Sediment infilling of Louisiana continental-shelf dredge pits: a record of sedimentary processes in the Northern Gulf of Mexico

Meg Cathlin O'Connor, Louisiana State University, Geology and Geophysics, Baton Rouge, LA, United States, Samuel J Bentley, Louisiana State University, Baton Rouge, LA, United States, Kehui Xu, Louisiana State University, Oceanography and Coastal Sciences, Baton Rouge, LA, United States, Jeffrey Obelcz, Coastal Studies Institute, Baton Rouge, LA, United States, Chunyan Li, Louisiana State University, Department of Oceanography and Coastal Sciences, Baton Rouge, LA, United States and MIke D Miner, BOEM, Gulf of Mexico Region, New Orleans, LA, United States
Abstract:
Many sand resources, including buried paleo river channels, have been used as dredge sites for coastal restoration; our knowledge of infill rates and dynamics with the seafloor are limited. Sediment cores were collected at continental-shelf sites of the Northern Gulf of Mexico to develop a better understanding of mud-capped dredge pit post-dredging evolution. The two pits studied were Sandy Point (SP) and Raccoon Island (RI) (both at shelf depths of ~10m), which were dredged in 2012 and 2013 respectively; vibracores and multicores were collected in 2015 and analyzed for Beryllium-7. SP1, the northwestern site in the Sandy Point dredge pit, showed 26 cm of 7Be. In the Raccoon Island multicores, 7Be penetration depths varied from 36 cm in the center of the dredge pit (RI3) to all 50 cm of the northern-most site (RI1) core, indicating that 7Be occurred deeper than the 50 cm long multicore. Surface sediment samples from outside the pit contained no 7Be. Of note is the surprising rate of deposition within the pits as well as the source of the infill material. Sediments laden with 7Be must have been deposited within ~1-3 half lives of 7Be (~50-150 days) prior to sampling, indicating recent sedimentation rates greater than 26-50 cm/year.
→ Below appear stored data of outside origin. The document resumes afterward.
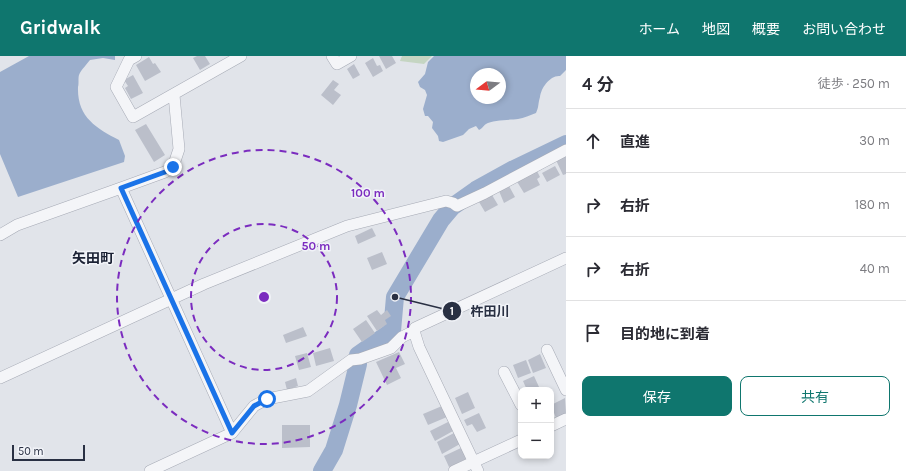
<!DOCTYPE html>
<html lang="ja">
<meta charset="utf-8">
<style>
body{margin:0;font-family:Karla,"Noto Sans JP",sans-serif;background:#f7f7f7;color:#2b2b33}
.controls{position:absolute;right:12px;bottom:12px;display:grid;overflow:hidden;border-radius:8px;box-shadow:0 2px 6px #0003}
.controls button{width:36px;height:36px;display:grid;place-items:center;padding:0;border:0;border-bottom:1px solid #e1e1e2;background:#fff;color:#2b2b33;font:20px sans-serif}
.compass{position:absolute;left:470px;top:12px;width:36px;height:36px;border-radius:50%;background:#fff;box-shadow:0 2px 6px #0003;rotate:254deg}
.scale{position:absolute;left:12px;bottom:10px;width:73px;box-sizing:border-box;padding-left:4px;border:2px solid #293043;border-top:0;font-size:11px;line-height:14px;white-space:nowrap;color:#293043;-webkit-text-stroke:3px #f1f3f8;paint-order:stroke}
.stop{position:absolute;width:12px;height:12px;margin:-9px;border:3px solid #1a73e8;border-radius:50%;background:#fff}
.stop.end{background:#1a73e8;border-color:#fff;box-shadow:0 1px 4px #0008}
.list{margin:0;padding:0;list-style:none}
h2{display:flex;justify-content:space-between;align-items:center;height:52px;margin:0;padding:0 16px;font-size:17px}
h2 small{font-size:13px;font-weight:400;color:#7c7c81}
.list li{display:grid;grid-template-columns:26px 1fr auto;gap:12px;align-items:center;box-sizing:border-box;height:64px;padding:0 16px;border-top:1px solid #e1e1e2}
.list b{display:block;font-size:15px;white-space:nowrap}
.list em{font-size:13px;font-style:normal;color:#7c7c81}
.actions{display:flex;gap:8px;padding:12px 16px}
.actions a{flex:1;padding:9px 0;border:1px solid #0f766e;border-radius:8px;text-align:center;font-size:14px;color:#0f766e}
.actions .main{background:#0f766e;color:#fff}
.icon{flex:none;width:22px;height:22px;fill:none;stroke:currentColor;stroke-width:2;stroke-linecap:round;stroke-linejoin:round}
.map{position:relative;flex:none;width:566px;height:415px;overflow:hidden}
header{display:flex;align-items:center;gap:24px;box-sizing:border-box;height:56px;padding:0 20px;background:#0f766e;color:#fff}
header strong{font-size:19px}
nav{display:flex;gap:22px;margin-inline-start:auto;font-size:14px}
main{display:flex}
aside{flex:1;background:#fff}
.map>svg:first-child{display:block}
</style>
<header>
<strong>Gridwalk</strong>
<nav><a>ホーム</a><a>地図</a><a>概要</a><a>お問い合わせ</a></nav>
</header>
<main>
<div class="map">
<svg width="566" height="415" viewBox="0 0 566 415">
<rect width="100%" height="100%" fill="#e1e4ea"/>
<path fill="#c5d5c2" d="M 402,0 L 432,0 L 424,8 L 400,5 Z"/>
<path fill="#9baecc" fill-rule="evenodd" d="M 29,0 L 115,0 L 115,4 L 103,2 L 90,4 C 87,8 81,14 79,19 C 78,22 79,28 78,31 C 77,61 96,72 119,84 L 125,100 L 124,106 L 18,141 L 0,98 L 0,16 Z
M 434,0 L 566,0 L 566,14 L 560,20 C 550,19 541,32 540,41 C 538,47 539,51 536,57 C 530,59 524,62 518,63 C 510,64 492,64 486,68 C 483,70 483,72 479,74 L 476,70 L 469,73 L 463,79 L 443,86 L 439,85 L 438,80 L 432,72 L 433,66 L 428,60 L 425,60 L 423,53 L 427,39 L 425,34 L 420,31 L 418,26 L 425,18 L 428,6 ZM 476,18 L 500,18 L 500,42 L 476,42 Z"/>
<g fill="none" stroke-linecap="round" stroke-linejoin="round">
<path stroke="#9baecc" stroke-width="18" d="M 322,415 L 334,394 L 348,349 L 358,308 L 358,299 L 392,275 L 395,241 L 441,164 L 452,151 L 476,134 L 514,113 L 566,88"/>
</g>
<path fill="#bbbfca" d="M 197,0 L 205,0 L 210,8 L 200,14 L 193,2 Z
M 379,0 L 392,0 L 396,7 L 386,13 Z
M 149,1 L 153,8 L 155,7 L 161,16 L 145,25 L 136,9 Z
M 373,2 L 377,10 L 380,9 L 383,15 L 373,21 L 365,7 Z
M 354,8 L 360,19 L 353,23 L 347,13 Z
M 133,19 L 143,37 L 131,43 L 125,32 L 128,30 L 124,24 Z
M 333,24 L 339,28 L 334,34 L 341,39 L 333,49 L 321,39 Z
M 146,68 L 165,99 L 154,106 L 135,74 Z
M 566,97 L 566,118 L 563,119 L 555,102 Z
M 555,110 L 560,119 L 547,126 L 542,117 Z
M 536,113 L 540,121 L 537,123 L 540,129 L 524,137 L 516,124 Z
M 509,130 L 515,141 L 504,147 L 499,135 Z
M 492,139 L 498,149 L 485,156 L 479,146 Z
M 372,172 L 376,180 L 358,188 L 355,180 Z
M 382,196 L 387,208 L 372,214 L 367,202 Z
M 377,254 L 381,259 L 387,254 L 391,260 L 385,264 L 387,268 L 377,275 L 367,260 Z
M 366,264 L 375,277 L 362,286 L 353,273 Z
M 303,271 L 307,280 L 286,287 L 283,279 Z
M 330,292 L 334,305 L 316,310 L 313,297 Z
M 399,296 L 405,308 L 396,312 L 401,322 L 387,329 L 376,306 Z
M 307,297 L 311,311 L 299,314 L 295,300 Z
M 540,298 L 546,312 L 533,317 L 528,304 Z
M 526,304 L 531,317 L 518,322 L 513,309 Z
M 534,320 L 539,331 L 533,334 L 527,334 L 523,325 Z
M 296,322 L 298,330 L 287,334 L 285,326 Z
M 468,336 L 475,352 L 462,358 L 455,342 Z
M 565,342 L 566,357 L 556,362 L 551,349 Z
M 442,350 L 447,361 L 428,369 L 423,358 Z
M 479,357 L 486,372 L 477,376 L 472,368 L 467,370 L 464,364 Z
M 448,366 L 453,375 L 435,385 L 430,375 Z
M 282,369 L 310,369 L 310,391 L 282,392 Z
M 454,377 L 460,388 L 442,398 L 437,386 Z
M 461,392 L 466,403 L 449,411 L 444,400 Z"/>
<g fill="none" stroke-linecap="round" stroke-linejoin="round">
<defs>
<path id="minor" d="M 136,0 L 129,4 L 116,31 L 133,61 L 241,0
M 332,0 L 337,8 L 351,0
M 121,132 L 232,377
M 0,179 L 17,169 L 121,132 L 165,116 L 173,111 L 179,93 L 174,39
M 414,275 L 419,291 L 478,415
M 547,294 L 566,334
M 504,316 L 521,349
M 0,322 L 204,228 L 347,170 L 446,145 L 453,147 L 457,150 L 485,137 L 566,94
M 551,370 L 566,363
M 150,415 L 232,377 L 254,350 L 267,343 L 308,335 L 351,304 L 360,303 L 391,292 L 402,281 L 414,275 L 415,272 L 566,202
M 454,415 L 521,384"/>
</defs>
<use href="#minor" stroke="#a6aab5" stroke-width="12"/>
<use href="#minor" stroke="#f4f5f8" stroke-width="11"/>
</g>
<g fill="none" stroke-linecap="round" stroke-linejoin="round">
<path stroke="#1a73e8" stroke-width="5" d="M 173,111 L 165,116 L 121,132 L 232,377 L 254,350 L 267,343"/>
</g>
<g fill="none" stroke="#7b2cbf" stroke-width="2" stroke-dasharray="7 5">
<circle cx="264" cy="241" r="73"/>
<circle cx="264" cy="241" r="147"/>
</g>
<g text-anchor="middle" stroke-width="3" stroke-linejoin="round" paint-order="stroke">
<g font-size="14" font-weight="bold" fill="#1b2134" stroke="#f1f3f8">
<text x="93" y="207">矢田町</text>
</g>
</g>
<circle cx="264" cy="241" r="6" fill="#7b2cbf" stroke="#f1f3f8" stroke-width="2"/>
<g font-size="12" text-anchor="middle" font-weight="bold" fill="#7b2cbf" stroke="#f1f3f8" stroke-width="3" stroke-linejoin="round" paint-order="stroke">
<text x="368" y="141">100 m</text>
<text x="316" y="194">50 m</text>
</g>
<path fill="none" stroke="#293043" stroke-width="1.5" d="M395 241L452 255"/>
<g fill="#293043" stroke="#f1f3f8" stroke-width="1.5">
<circle cx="395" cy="241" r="4"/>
<circle cx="452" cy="255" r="10"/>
</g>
<g font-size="12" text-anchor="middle" font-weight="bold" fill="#fff">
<text x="452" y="259">1</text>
</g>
<g font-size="13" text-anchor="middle" font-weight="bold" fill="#293043" stroke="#f1f3f8" stroke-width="3" stroke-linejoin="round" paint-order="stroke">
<text x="490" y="260">杵田川</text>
</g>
</svg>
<div class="controls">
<button>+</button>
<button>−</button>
</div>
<svg class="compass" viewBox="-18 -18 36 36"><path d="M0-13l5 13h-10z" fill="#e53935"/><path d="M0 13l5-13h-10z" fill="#7c7c81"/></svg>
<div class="scale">50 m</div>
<div class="stop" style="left:267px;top:343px"></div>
<div class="stop end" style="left:173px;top:111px"></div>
</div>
<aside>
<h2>4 分<small>徒歩 · 250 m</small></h2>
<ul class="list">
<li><svg class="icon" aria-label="ahead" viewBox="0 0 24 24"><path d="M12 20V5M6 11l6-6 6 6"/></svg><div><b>直進</b></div><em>30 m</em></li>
<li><svg class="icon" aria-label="right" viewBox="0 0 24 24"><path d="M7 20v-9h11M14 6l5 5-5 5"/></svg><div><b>右折</b></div><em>180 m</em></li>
<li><svg class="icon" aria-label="right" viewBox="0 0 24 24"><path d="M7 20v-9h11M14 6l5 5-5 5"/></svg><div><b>右折</b></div><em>40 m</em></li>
<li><svg class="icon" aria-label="arrive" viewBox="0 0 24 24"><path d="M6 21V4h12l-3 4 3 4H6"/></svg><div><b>目的地に到着</b></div></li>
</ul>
<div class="actions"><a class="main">保存</a><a>共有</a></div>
</aside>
</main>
The nearest major sources of river sediment are: 12.5 km offshore from Grand Pass of the Mississippi River for SP; and 147 km from the Mississippi and 90 km from the Atchafalaya River for RI. Because rivers are a major source of 7Be in coastal marine sediments, 26-50 cm of 7Be activity indicates rapid and long-distance transport of sediment from a likely fluvial source and suggests that the pits are efficient sediment traps. An alternative hypothesis would be that marine sediment accumulated and efficiently scavenged 7Be from marine and atmospheric sources. Regardless of source, the dredge pits are accumulating a record of sediment that would not be recorded on the shelf otherwise, and collapses of pit walls cannot explain the whole depositional process. Elucidating this record will be the focus of future study.